Exercise description -
Copy out every line of the records in which "Dries" can be found.

+++ Provided records

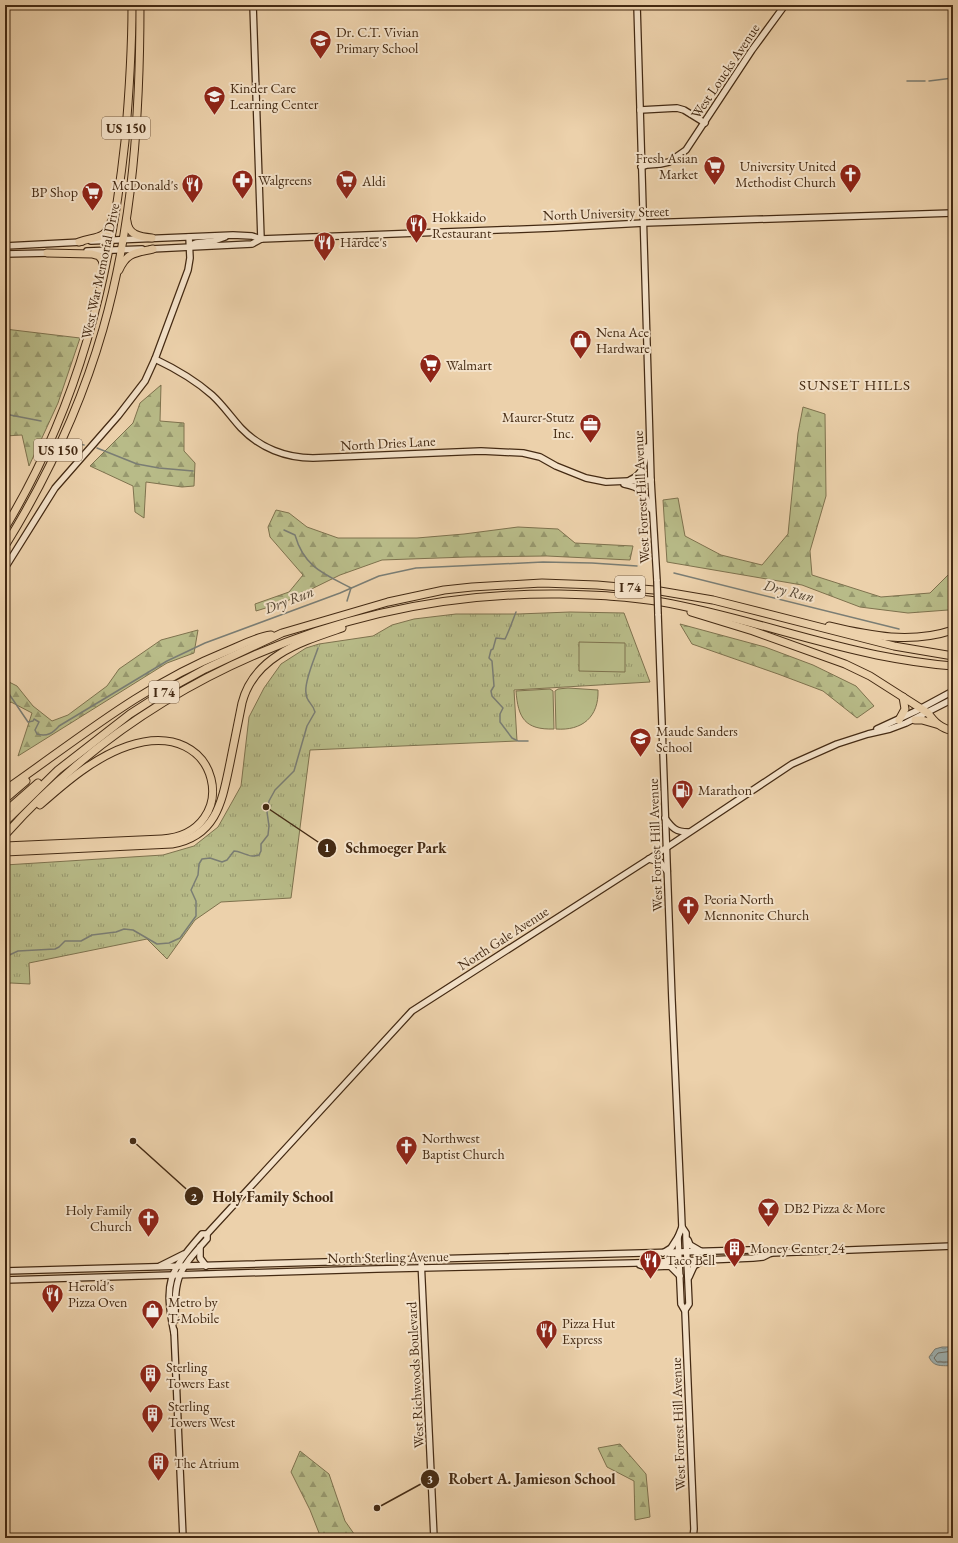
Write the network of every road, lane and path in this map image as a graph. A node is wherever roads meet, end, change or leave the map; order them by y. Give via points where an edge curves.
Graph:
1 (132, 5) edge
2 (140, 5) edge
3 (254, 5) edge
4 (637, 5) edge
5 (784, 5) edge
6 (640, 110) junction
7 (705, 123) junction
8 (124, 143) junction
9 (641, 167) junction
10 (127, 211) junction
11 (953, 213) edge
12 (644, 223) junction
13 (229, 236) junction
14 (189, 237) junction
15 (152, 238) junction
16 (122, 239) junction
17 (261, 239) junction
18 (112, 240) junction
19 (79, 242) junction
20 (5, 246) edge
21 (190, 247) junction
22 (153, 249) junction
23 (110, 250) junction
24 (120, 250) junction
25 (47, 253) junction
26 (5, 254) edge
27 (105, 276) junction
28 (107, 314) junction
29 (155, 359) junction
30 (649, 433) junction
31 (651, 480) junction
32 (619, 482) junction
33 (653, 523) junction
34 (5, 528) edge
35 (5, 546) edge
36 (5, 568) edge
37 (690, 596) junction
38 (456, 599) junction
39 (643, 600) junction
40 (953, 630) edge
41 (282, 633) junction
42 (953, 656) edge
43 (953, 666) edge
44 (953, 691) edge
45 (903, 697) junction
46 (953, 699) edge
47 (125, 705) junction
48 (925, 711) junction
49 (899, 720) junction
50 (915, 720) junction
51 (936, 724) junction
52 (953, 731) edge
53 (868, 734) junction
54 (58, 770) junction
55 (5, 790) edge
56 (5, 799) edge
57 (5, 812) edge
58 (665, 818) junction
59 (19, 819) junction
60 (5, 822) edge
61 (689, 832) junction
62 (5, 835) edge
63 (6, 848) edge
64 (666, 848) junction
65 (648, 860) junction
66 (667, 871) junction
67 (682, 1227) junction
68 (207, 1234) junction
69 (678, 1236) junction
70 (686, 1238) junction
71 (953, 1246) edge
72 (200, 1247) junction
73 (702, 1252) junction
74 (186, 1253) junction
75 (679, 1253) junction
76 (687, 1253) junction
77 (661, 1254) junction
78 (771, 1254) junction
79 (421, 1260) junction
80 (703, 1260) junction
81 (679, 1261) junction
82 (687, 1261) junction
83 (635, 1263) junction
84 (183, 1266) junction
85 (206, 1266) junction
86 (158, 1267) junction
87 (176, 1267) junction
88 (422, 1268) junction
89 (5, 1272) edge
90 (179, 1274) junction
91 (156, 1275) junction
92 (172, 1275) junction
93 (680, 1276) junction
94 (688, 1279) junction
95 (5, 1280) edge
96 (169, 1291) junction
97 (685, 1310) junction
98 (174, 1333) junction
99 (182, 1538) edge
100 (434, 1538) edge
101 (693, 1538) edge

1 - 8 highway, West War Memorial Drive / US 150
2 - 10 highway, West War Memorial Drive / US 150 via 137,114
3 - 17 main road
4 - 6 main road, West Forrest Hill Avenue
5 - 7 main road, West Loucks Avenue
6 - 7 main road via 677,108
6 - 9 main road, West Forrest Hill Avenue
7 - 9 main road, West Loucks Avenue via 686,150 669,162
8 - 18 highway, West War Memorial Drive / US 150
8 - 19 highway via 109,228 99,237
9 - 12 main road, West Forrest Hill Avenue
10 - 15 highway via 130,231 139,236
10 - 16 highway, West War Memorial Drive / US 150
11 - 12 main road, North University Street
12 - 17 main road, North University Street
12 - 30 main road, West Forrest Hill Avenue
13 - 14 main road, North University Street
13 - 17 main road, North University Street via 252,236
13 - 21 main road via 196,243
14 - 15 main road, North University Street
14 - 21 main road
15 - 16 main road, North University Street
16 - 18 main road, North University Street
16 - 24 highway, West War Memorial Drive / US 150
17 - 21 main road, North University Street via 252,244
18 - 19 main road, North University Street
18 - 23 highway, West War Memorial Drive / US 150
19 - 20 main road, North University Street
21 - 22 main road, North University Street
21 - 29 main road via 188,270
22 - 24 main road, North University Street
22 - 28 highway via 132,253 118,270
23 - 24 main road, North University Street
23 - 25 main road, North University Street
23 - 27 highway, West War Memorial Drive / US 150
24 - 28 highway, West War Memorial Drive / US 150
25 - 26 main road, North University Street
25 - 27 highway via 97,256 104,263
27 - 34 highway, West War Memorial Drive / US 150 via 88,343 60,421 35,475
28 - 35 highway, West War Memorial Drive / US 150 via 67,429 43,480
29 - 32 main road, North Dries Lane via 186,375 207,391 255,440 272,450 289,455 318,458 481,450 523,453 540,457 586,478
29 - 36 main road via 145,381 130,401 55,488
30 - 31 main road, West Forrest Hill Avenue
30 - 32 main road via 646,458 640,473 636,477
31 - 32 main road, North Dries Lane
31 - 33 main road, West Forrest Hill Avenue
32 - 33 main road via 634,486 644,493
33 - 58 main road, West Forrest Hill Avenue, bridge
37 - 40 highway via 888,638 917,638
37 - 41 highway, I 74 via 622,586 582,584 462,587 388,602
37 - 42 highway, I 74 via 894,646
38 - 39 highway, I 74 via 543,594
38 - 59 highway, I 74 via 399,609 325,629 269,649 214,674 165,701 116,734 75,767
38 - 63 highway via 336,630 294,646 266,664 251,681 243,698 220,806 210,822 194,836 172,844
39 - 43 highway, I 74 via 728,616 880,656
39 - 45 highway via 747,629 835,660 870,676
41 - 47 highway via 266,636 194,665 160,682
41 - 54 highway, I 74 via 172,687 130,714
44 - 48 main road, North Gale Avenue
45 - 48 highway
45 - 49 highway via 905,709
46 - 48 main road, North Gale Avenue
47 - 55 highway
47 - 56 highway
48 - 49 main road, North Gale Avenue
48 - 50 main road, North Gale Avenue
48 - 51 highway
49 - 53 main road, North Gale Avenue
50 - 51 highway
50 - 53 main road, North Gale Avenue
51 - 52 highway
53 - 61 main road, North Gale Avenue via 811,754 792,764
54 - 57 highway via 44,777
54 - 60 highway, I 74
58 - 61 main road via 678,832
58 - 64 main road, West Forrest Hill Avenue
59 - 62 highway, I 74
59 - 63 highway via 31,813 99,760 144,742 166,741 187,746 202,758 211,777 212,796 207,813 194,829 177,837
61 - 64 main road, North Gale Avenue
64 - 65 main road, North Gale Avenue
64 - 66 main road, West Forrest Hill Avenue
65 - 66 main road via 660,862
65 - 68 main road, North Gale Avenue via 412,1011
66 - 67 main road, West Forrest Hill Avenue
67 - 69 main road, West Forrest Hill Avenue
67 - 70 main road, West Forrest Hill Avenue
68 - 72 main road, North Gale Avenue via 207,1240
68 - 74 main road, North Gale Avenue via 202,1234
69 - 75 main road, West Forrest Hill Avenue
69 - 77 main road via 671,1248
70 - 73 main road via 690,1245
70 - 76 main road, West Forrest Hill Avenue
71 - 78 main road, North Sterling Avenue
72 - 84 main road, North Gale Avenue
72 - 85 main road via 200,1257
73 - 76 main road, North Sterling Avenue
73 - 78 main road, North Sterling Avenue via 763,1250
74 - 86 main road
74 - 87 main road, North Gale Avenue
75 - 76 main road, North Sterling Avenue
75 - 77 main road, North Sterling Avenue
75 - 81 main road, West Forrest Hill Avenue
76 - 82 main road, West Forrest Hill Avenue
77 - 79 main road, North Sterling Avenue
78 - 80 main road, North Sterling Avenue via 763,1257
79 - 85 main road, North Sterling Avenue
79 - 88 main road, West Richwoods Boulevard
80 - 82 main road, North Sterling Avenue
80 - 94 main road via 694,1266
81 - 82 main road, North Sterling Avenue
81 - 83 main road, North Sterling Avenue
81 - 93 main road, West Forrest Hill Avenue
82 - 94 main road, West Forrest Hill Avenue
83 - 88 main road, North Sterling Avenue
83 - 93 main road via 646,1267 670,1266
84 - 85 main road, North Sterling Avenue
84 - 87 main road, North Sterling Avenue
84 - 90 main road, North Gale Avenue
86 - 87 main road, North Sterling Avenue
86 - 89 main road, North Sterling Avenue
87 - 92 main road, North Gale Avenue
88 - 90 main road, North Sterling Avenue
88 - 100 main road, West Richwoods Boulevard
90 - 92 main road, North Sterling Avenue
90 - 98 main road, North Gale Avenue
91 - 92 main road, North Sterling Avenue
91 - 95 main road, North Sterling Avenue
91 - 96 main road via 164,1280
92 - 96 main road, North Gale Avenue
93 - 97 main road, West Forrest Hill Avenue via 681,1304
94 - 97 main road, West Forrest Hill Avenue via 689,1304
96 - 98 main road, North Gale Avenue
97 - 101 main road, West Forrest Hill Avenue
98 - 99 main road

++++++

Written solution -
29 - 32 main road, North Dries Lane via 186,375 207,391 255,440 272,450 289,455 318,458 481,450 523,453 540,457 586,478
31 - 32 main road, North Dries Lane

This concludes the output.